[Items from a dataset]
* * * * * * * * *

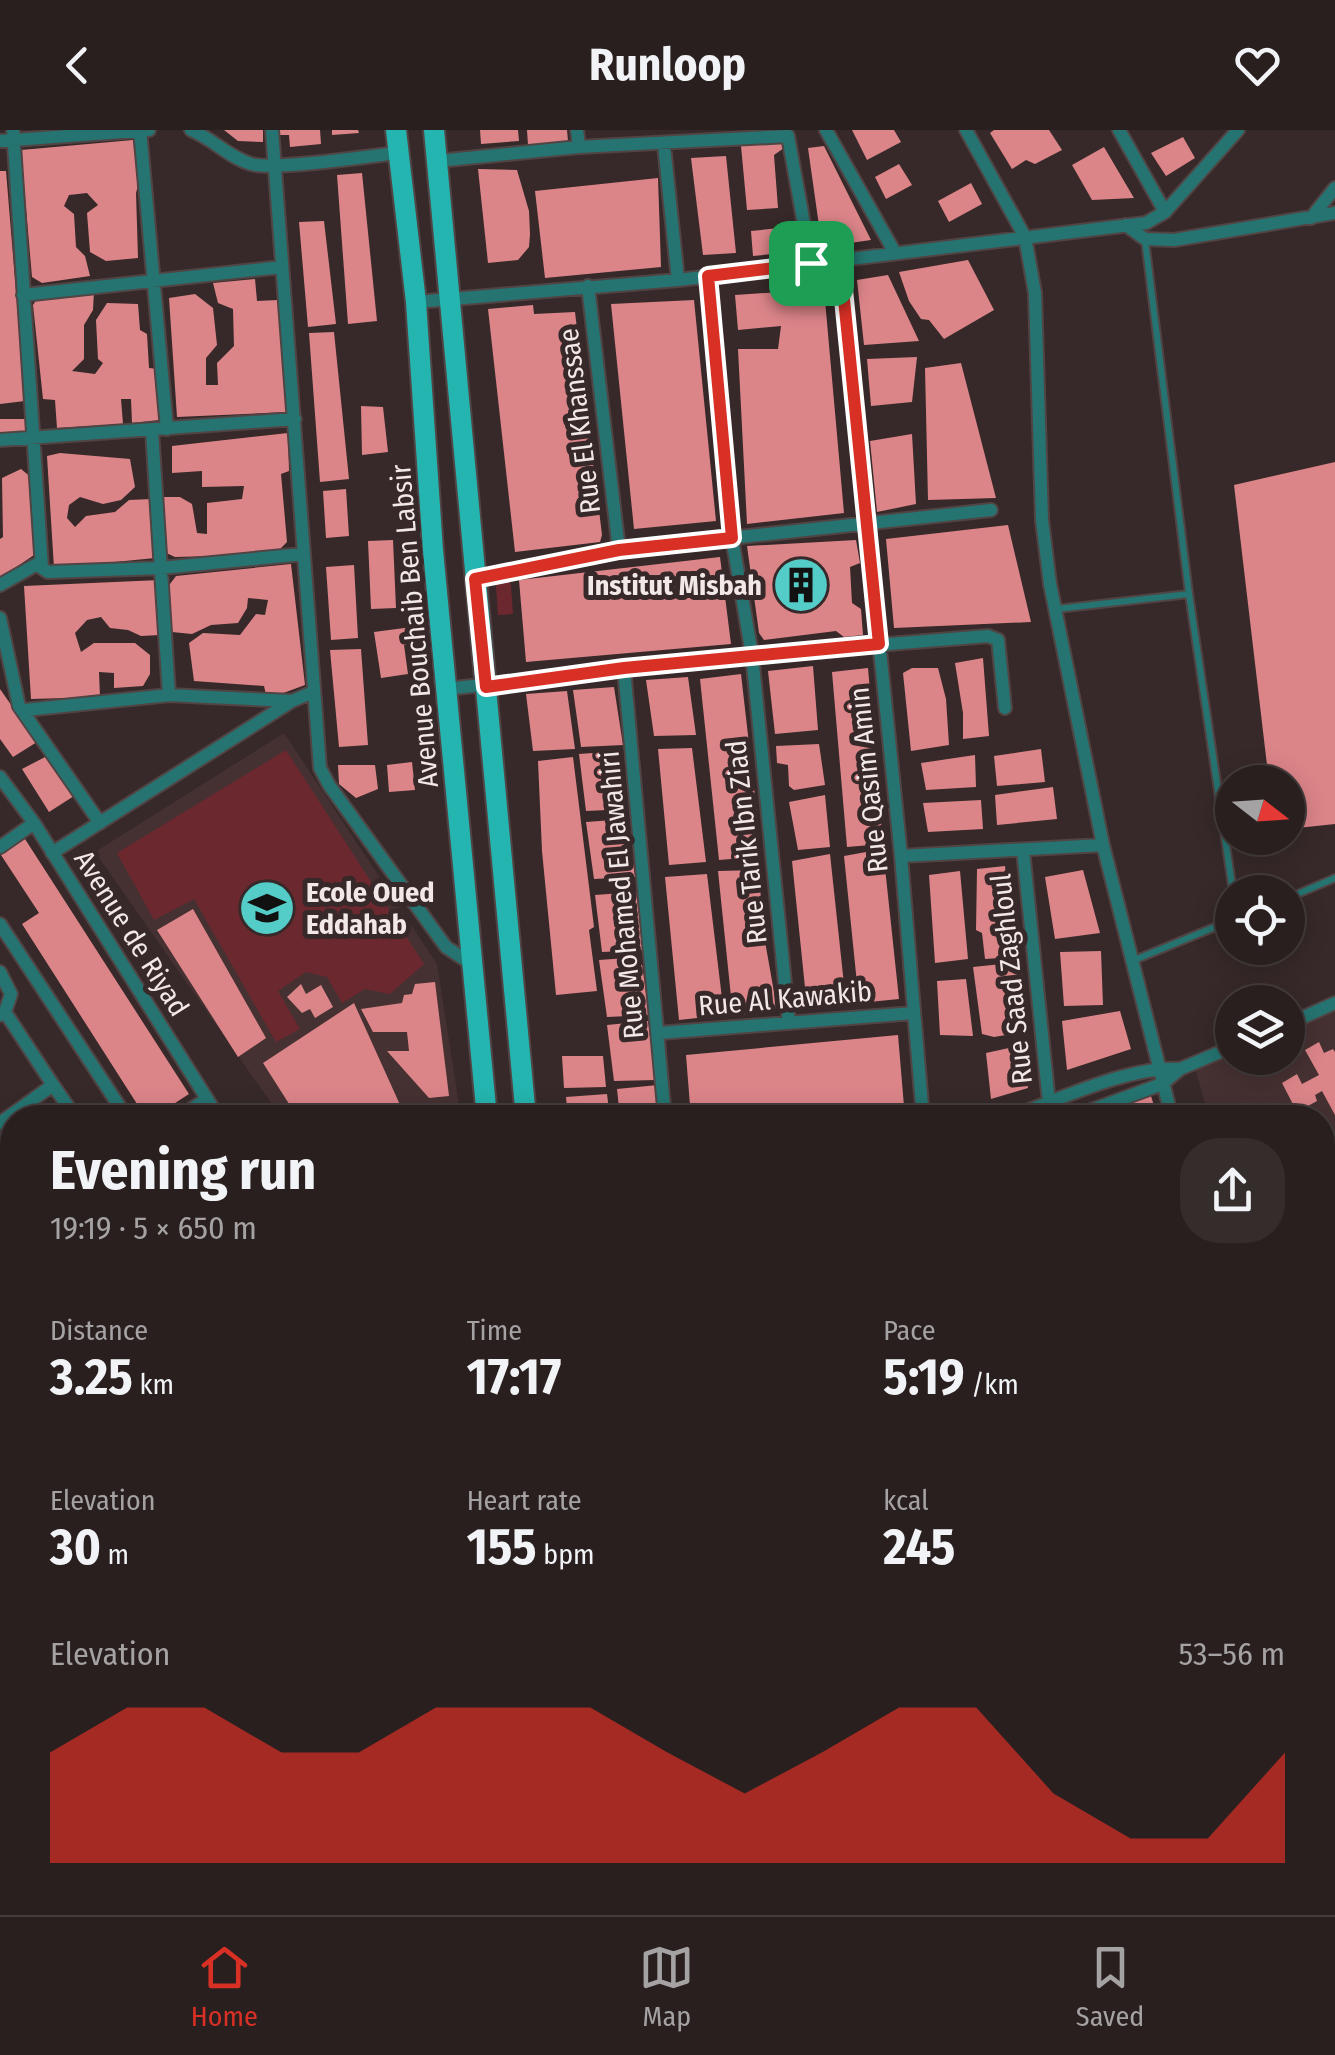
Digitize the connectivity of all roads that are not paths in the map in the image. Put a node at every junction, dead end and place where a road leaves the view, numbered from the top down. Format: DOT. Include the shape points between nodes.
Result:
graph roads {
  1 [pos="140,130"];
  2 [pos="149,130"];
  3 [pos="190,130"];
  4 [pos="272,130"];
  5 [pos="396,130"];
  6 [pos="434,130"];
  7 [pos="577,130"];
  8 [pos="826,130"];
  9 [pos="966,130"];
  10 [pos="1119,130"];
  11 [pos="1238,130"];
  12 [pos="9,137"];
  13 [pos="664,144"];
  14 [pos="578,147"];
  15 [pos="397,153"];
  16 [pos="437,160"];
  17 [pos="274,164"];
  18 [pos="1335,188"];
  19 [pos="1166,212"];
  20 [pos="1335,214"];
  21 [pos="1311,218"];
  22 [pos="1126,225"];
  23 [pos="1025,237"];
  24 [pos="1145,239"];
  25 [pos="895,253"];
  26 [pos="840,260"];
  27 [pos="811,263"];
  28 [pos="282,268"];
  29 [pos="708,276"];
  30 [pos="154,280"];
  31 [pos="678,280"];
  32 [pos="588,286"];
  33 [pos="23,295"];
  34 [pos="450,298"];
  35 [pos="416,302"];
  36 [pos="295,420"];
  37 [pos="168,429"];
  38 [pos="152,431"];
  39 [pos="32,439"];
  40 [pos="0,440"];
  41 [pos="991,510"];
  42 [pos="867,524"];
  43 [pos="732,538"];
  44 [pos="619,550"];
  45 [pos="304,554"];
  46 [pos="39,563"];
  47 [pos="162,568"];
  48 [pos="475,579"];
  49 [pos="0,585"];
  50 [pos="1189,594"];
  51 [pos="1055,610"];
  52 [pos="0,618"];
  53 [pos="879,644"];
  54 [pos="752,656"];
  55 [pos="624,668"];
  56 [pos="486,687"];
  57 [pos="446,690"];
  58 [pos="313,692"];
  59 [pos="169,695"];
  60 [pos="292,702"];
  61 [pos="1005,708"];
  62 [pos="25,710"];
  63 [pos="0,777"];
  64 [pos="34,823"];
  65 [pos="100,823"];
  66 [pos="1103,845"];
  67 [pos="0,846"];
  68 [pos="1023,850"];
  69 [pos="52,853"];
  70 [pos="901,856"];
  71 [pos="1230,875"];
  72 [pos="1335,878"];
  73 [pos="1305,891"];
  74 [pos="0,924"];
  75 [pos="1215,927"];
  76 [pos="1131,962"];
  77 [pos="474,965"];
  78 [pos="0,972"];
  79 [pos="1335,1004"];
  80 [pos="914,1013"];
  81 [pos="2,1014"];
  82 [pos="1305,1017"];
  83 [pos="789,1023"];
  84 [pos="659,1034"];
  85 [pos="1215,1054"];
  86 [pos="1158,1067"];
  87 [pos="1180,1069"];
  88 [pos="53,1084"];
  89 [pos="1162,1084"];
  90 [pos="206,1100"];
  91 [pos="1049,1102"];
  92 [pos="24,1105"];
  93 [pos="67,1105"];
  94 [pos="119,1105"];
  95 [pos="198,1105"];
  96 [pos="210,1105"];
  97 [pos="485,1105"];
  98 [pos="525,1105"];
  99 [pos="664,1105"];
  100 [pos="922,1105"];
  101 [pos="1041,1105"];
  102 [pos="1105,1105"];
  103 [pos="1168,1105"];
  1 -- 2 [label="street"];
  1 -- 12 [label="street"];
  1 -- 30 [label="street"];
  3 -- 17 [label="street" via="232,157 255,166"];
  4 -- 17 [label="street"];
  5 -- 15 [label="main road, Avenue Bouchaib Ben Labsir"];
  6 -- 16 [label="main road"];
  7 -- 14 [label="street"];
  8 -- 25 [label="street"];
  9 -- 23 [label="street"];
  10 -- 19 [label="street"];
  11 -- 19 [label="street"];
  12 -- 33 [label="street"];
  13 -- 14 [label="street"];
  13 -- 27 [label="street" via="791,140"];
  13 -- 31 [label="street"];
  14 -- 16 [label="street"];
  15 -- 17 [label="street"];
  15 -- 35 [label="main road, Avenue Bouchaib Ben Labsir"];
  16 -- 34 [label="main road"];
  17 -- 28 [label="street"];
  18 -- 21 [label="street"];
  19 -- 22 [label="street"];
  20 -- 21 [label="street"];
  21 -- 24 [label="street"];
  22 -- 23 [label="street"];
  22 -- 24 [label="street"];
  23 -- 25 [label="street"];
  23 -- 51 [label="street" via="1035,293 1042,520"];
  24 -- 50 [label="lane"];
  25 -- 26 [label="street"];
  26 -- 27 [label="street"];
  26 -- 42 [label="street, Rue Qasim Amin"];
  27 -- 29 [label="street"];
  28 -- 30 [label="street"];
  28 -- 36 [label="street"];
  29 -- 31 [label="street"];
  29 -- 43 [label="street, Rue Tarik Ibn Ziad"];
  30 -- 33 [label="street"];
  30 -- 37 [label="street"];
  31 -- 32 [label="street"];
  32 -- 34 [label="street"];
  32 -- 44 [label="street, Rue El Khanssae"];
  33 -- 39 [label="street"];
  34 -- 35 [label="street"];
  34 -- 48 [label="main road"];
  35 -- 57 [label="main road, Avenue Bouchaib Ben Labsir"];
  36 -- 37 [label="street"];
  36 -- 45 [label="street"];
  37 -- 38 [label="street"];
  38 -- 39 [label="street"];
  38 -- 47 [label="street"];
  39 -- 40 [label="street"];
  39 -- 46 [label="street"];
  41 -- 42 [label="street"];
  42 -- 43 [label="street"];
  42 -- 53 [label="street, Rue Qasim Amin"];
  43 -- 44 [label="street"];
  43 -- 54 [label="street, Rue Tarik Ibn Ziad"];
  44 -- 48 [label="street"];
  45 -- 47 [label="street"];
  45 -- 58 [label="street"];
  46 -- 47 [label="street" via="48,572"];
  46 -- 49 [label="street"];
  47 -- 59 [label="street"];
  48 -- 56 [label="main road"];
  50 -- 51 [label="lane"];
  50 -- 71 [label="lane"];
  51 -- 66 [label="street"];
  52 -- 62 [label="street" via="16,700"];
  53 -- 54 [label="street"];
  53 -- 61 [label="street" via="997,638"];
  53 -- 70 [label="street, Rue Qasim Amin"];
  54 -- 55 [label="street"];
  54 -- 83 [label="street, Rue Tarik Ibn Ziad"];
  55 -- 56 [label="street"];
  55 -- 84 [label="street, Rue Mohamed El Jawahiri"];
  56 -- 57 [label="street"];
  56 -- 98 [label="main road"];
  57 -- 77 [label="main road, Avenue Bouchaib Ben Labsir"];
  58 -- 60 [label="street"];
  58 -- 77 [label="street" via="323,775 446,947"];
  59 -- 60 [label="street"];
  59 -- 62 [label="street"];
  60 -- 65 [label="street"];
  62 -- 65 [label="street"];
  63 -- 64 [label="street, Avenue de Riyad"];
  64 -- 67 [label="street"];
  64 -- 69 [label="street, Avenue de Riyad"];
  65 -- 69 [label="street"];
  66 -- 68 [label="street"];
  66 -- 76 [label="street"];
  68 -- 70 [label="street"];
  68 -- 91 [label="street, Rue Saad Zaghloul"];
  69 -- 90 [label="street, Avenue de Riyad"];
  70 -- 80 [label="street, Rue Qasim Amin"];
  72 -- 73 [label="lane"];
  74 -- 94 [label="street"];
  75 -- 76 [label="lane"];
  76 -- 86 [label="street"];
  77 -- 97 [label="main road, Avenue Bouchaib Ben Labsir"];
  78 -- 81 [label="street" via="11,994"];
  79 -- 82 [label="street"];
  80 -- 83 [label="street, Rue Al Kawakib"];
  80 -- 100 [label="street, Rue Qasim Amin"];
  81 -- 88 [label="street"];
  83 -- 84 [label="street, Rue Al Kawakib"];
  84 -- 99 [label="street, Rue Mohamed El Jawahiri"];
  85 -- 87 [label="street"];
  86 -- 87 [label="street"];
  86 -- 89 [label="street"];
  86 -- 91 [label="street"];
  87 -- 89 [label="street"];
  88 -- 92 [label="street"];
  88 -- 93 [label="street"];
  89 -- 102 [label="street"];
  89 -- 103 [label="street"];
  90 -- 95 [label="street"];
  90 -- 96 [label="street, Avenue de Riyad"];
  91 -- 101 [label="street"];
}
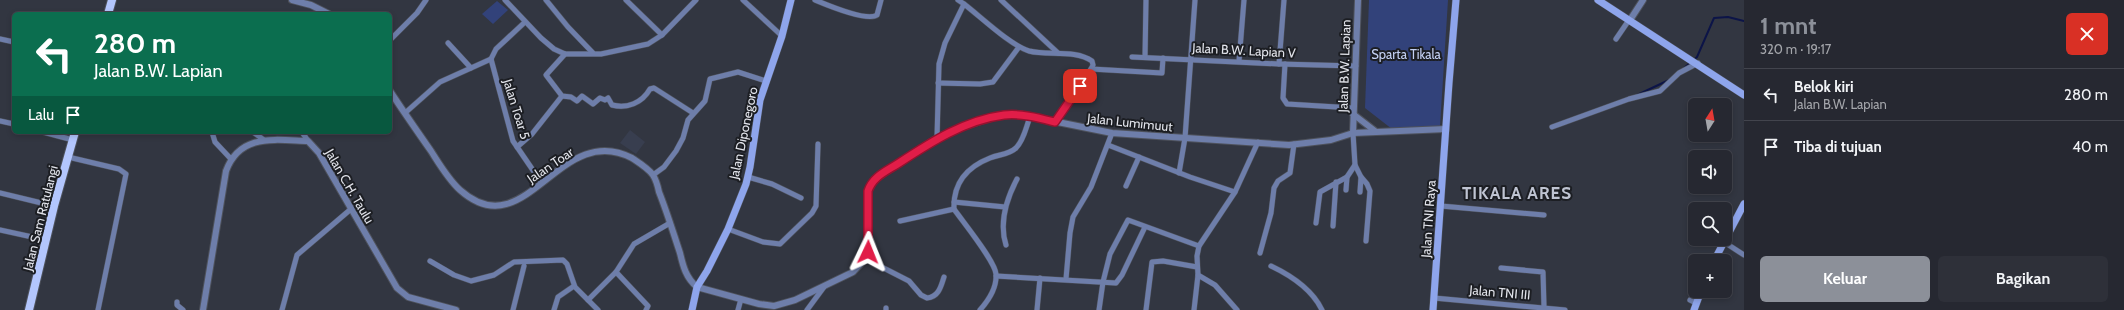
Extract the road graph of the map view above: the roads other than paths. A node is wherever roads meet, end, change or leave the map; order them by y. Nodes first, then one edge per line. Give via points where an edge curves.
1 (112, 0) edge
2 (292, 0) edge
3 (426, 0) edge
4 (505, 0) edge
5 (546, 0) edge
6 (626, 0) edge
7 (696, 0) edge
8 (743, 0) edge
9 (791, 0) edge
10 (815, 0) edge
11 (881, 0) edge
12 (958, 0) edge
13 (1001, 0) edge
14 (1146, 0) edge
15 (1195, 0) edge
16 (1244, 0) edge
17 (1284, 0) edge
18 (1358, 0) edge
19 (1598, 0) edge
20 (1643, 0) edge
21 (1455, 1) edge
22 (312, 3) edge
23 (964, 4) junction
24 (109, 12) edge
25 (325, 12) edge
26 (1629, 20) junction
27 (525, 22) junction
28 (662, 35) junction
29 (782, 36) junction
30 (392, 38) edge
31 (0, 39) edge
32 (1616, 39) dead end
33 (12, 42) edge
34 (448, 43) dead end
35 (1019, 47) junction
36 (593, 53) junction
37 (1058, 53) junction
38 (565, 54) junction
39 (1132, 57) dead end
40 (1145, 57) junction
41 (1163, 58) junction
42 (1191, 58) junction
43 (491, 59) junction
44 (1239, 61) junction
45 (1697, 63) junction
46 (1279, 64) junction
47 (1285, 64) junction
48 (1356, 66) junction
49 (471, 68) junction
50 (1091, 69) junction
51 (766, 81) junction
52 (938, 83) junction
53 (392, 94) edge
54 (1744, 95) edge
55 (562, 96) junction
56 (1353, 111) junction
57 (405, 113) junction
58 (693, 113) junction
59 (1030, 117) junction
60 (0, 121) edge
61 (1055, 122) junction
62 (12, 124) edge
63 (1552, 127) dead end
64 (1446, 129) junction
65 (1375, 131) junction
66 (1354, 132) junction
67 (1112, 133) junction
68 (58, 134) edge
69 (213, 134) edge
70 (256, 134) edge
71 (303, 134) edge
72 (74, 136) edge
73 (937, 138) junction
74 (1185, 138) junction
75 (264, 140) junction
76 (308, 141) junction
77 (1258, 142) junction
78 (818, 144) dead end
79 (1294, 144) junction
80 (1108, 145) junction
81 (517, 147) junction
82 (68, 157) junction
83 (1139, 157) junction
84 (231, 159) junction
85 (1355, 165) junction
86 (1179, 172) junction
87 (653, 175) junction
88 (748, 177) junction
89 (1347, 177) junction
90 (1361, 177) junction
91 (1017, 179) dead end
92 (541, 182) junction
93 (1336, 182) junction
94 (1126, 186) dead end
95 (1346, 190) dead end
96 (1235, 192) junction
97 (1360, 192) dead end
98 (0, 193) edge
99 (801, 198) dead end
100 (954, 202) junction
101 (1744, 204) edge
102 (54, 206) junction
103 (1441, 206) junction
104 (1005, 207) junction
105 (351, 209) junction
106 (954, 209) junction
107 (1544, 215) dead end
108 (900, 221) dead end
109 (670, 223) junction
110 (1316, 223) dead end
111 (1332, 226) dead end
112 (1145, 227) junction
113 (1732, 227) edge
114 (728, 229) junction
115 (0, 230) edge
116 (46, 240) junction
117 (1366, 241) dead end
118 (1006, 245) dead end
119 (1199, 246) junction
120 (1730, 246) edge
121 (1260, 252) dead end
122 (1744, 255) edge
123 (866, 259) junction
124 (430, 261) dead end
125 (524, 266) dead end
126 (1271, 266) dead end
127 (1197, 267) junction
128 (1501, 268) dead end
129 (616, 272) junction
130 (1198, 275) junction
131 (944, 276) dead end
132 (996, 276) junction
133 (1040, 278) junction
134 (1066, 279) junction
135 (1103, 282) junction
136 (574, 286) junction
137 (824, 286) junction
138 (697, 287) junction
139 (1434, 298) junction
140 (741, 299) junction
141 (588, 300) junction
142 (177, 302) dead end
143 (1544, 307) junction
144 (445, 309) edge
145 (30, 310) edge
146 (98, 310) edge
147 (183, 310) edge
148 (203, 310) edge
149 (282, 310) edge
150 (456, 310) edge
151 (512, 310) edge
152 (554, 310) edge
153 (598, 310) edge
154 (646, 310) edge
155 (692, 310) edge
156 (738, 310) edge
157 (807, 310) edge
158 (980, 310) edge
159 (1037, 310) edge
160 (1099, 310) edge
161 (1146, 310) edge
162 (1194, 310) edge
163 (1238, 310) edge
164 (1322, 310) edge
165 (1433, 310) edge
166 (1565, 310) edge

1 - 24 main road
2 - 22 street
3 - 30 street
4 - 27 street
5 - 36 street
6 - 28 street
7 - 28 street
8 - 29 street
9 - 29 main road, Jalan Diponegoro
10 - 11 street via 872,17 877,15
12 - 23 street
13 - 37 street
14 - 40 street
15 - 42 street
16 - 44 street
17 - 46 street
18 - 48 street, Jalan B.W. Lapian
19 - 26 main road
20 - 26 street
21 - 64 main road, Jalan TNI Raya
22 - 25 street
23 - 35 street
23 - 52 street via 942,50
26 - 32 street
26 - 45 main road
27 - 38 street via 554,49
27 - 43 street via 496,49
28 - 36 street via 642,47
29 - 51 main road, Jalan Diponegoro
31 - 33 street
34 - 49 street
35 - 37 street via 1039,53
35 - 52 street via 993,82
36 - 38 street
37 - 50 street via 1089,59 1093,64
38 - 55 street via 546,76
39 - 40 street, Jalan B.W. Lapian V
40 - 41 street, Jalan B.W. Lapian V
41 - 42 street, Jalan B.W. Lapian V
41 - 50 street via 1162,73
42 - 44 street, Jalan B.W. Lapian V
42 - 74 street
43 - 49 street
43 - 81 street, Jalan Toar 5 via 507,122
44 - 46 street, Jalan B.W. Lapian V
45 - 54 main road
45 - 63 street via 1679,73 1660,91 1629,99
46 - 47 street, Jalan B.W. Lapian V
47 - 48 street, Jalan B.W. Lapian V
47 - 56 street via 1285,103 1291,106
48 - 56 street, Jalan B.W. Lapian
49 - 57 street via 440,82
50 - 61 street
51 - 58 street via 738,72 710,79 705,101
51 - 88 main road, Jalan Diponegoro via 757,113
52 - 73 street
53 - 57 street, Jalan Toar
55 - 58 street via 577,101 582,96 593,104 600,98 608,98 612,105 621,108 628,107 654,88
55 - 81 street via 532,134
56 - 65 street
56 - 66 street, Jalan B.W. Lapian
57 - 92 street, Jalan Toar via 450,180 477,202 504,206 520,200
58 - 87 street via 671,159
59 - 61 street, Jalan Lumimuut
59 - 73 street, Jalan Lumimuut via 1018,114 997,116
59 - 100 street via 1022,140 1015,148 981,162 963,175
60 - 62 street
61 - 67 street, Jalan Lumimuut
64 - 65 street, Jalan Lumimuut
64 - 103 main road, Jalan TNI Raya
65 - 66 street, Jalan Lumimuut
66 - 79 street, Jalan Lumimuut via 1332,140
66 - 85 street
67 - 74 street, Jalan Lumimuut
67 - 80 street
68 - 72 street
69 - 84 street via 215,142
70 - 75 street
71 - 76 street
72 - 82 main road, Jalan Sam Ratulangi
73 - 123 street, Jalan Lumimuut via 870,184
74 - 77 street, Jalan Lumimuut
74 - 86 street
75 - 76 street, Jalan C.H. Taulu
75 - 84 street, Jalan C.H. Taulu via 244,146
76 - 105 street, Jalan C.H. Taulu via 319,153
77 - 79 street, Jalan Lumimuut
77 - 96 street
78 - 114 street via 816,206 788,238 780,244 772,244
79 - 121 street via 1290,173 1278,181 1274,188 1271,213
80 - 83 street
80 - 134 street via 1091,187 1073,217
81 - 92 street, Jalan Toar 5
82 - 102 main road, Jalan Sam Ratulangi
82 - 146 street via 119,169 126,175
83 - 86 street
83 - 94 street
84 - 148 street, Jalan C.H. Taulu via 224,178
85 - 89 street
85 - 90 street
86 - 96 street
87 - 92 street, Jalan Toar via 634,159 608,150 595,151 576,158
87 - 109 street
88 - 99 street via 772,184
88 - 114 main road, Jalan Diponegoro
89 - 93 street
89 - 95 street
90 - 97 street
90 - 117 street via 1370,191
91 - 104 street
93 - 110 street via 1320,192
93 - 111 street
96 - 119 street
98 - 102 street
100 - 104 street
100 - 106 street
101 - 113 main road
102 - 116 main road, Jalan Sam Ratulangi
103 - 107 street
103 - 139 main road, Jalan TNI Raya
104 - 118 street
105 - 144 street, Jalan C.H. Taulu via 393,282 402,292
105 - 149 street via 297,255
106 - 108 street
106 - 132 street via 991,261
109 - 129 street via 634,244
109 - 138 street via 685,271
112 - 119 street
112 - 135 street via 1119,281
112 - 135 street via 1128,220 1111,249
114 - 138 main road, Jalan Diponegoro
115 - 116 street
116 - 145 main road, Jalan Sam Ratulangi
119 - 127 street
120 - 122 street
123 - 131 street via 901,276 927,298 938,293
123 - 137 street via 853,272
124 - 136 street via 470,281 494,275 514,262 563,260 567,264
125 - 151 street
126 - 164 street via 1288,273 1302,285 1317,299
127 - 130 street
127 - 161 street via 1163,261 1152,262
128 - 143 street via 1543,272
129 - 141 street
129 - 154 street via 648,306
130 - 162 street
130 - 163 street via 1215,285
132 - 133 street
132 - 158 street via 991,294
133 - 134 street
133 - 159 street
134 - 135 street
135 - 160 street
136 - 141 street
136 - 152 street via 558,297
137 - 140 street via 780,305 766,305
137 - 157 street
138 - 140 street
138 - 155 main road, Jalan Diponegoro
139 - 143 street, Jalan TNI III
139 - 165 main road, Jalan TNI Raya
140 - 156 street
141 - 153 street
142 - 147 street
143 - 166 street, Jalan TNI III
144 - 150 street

* * * * * * * * *

> **What to produce**
Your reply is one number: how many lines of the records above contain the word "Ratulangi".

> **Answer box**
4